Stand upright with head, shoulder blades, hips and heels close to the wall. Pay attention to abdomen and buttocks. After persistence, you can keep your whole body balanced by slowly closing your eyes. If you are not used to this posture or feel uncomfortable. It means that your bones have been tilted or twisted; As long as you consciously adjust in time; It can relieve shoulder and waist discomfort and slowly improve metabolism. What is this trick, one day 15 minutes; As long as you persist, you will gradually discover your own temperament and your life will be better.

? Squat against the wall

Squatting against the wall is to exercise leg muscles; It is beneficial to quadriceps femoris, quadriceps femoris and gluteus muscles, and practicing 10 minutes every day is beneficial to nephritis or kidney deficiency; Improve your kidney function.

Specific methods:

First, stand up straight against the wall. First, one foot moves forward about 30cm, and the other foot moves forward 30cm slowly. The body slowly descends (hands should protect the wall) and can't hold on until the knee joint hurts to what angle; What if it's general fitness? We can do this action from three angles, 90 degrees, then hold the wall at 100 degrees, get up a little higher, and then do it again at 120 degrees, and the time is about 3- 10, so it will be good to practice back and forth.

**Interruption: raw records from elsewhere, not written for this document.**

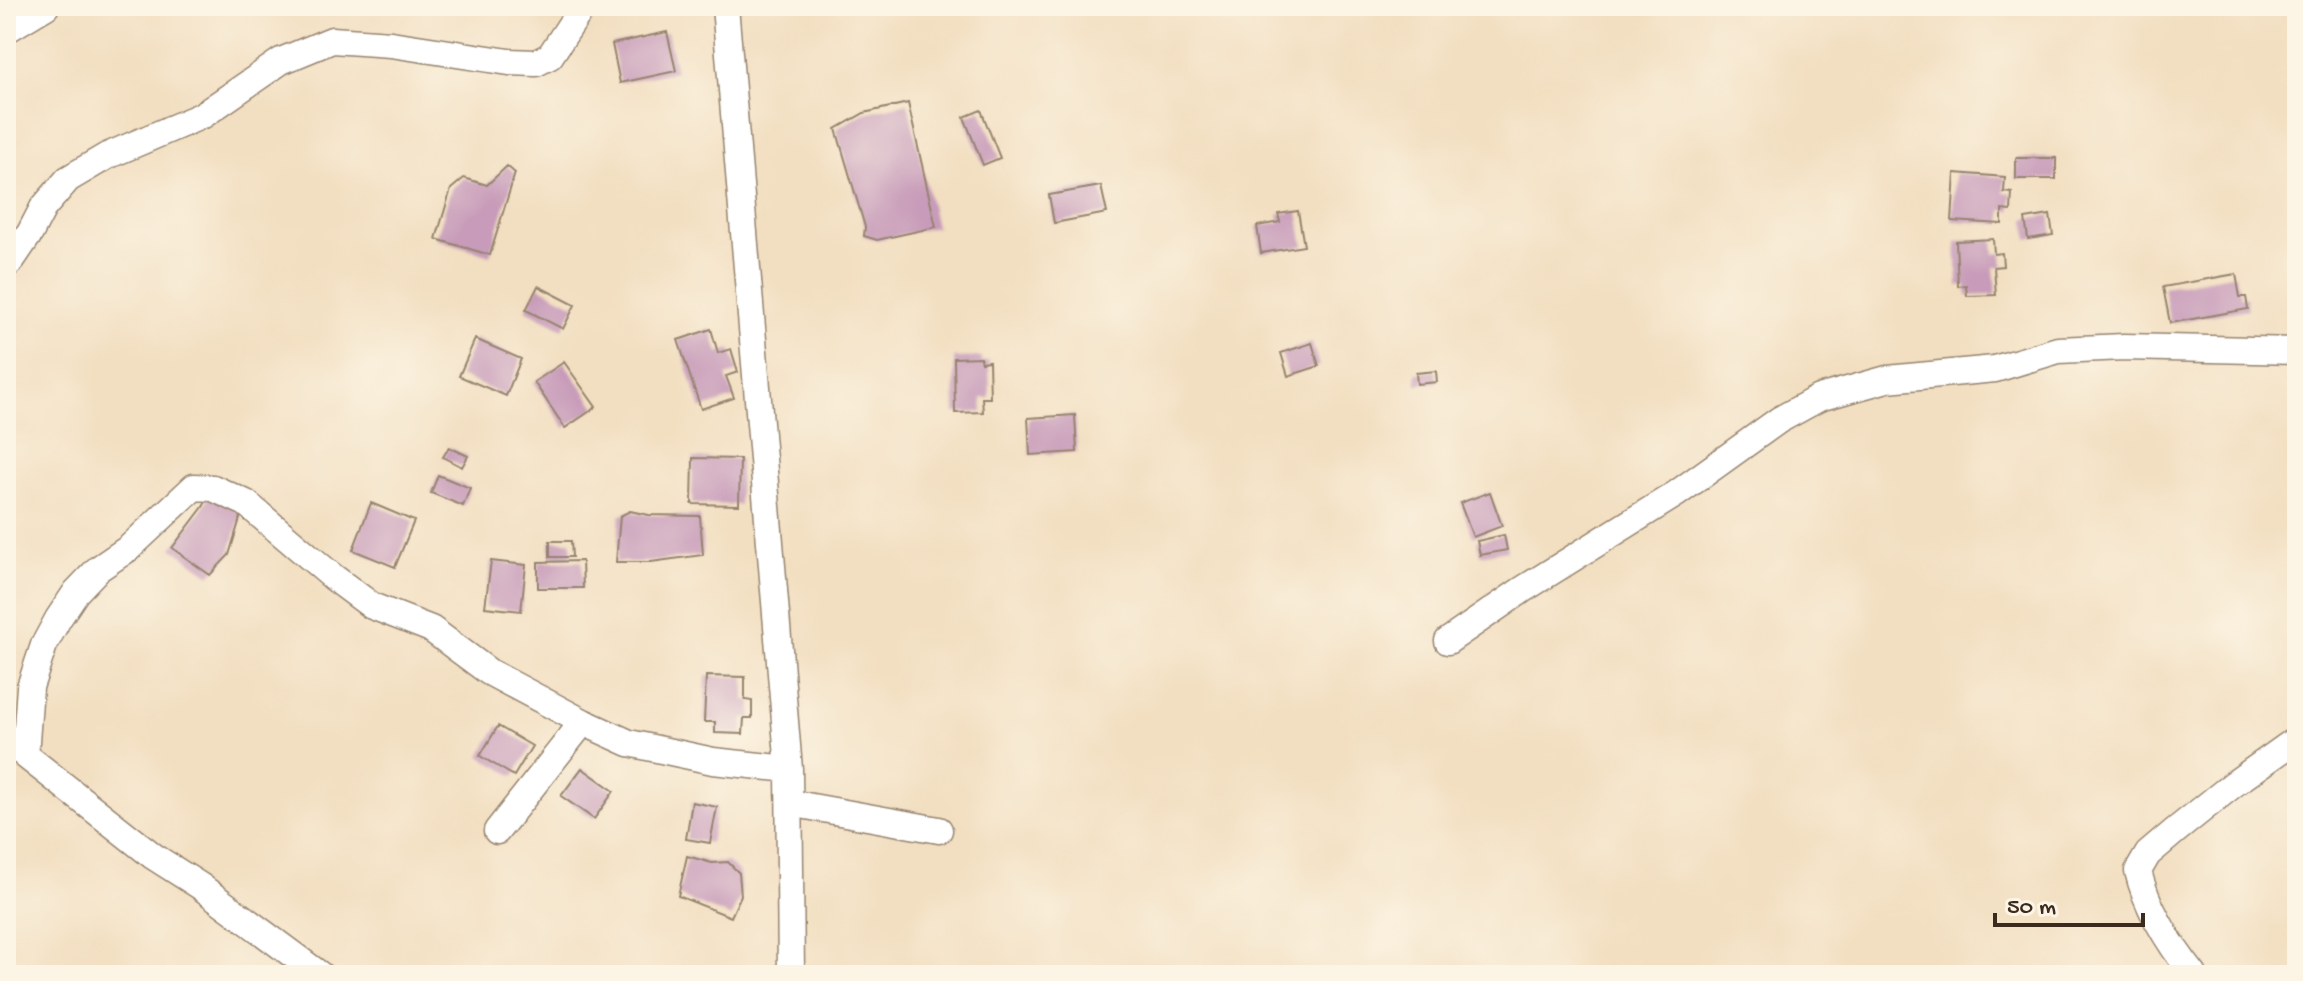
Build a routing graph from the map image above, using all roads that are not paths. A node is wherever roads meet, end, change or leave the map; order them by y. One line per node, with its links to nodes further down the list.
1 (46, 6): 4 (street)
2 (583, 6): 5 (street)
3 (725, 6): 11 (street)
4 (6, 30)
5 (6, 265)
6 (2297, 351): 7 (street)
7 (1448, 641)
8 (583, 722): 10 (street); 11 (street); 14 (street)
9 (2297, 739): 17 (street)
10 (16, 746): 15 (street)
11 (789, 769): 12 (street)
12 (790, 803): 13 (street); 16 (street)
13 (939, 830)
14 (497, 831)
15 (320, 975)
16 (791, 975)
17 (2194, 975)

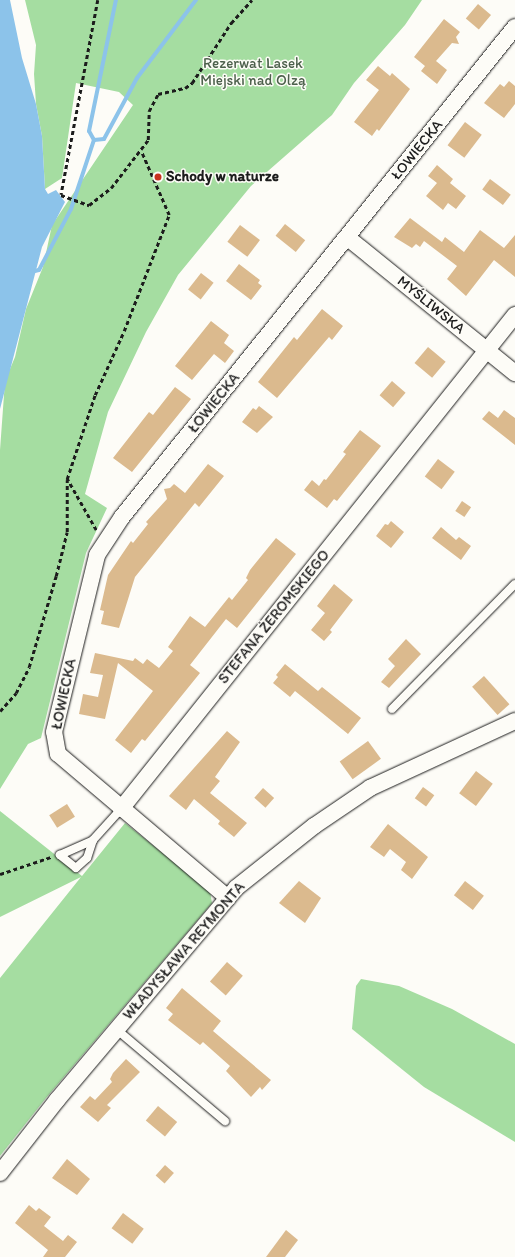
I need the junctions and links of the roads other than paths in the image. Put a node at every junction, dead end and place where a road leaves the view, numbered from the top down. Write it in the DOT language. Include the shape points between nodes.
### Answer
graph roads {
  1 [pos="515,27"];
  2 [pos="348,238"];
  3 [pos="515,315"];
  4 [pos="487,350"];
  5 [pos="515,373"];
  6 [pos="515,584"];
  7 [pos="392,709"];
  8 [pos="515,721"];
  9 [pos="121,809"];
  10 [pos="93,840"];
  11 [pos="228,898"];
  12 [pos="116,1029"];
  13 [pos="225,1121"];
  14 [pos="0,1173"];
  1 -- 2 [label="street, ŁOWIECKA"];
  2 -- 4 [label="street, MYŚLIWSKA"];
  2 -- 9 [label="street, ŁOWIECKA" via="103,542 90,574 54,732 58,754"];
  3 -- 4 [label="street, STEFANA ŻEROMSKIEGO"];
  4 -- 5 [label="street, MYŚLIWSKA"];
  4 -- 9 [label="street, STEFANA ŻEROMSKIEGO"];
  6 -- 7 [label="lane"];
  8 -- 11 [label="street, WŁADYSŁAWA REYMONTA" via="370,788 314,826 236,888"];
  9 -- 10 [label="lane"];
  9 -- 11 [label="street"];
  10 -- 10 [label="lane" via="60,855 76,868 86,858"];
  11 -- 12 [label="street, WŁADYSŁAWA REYMONTA"];
  12 -- 13 [label="lane"];
  12 -- 14 [label="street, WŁADYSŁAWA REYMONTA"];
}
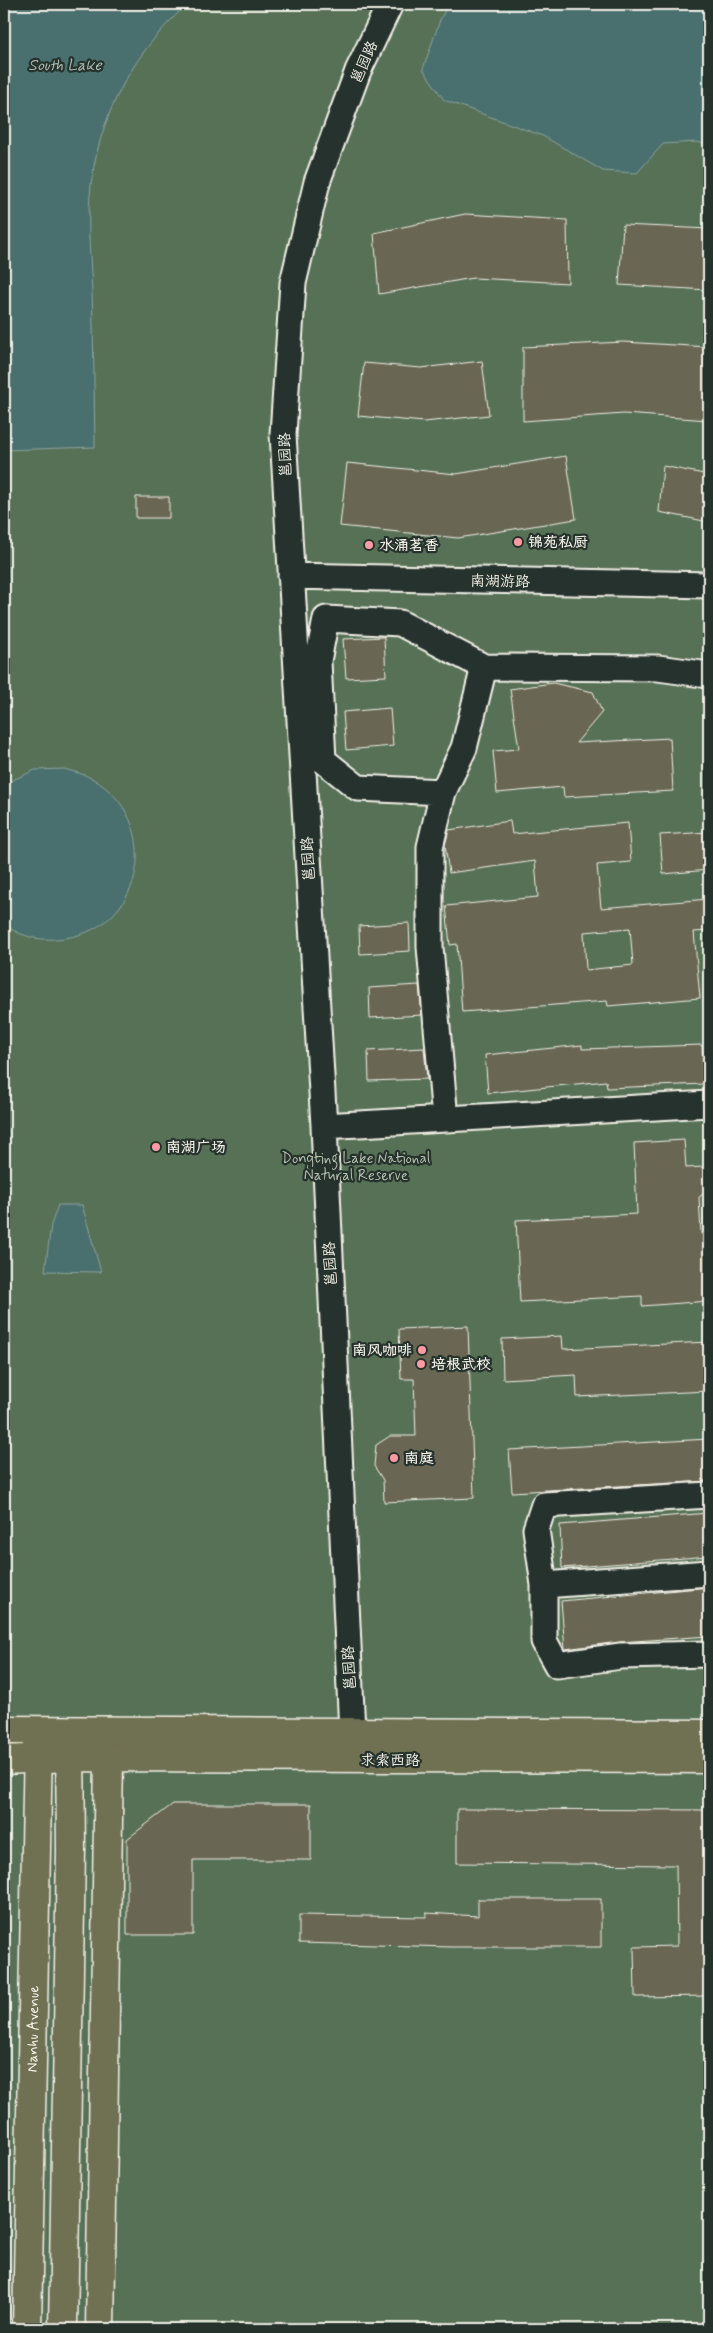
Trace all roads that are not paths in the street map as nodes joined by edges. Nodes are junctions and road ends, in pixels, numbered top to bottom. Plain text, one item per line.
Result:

I feel that the patella and ligament on the front side of your knee joint are hard, which has been effectively exercised. Exercise from three angles is also suitable for the pain of ordinary people walking around.

The above exercise methods are simple, but they are all very tired. This kind of exercise should be done by young adults and people injured after exercise, which can improve the quality of leg ligaments, knees and muscles.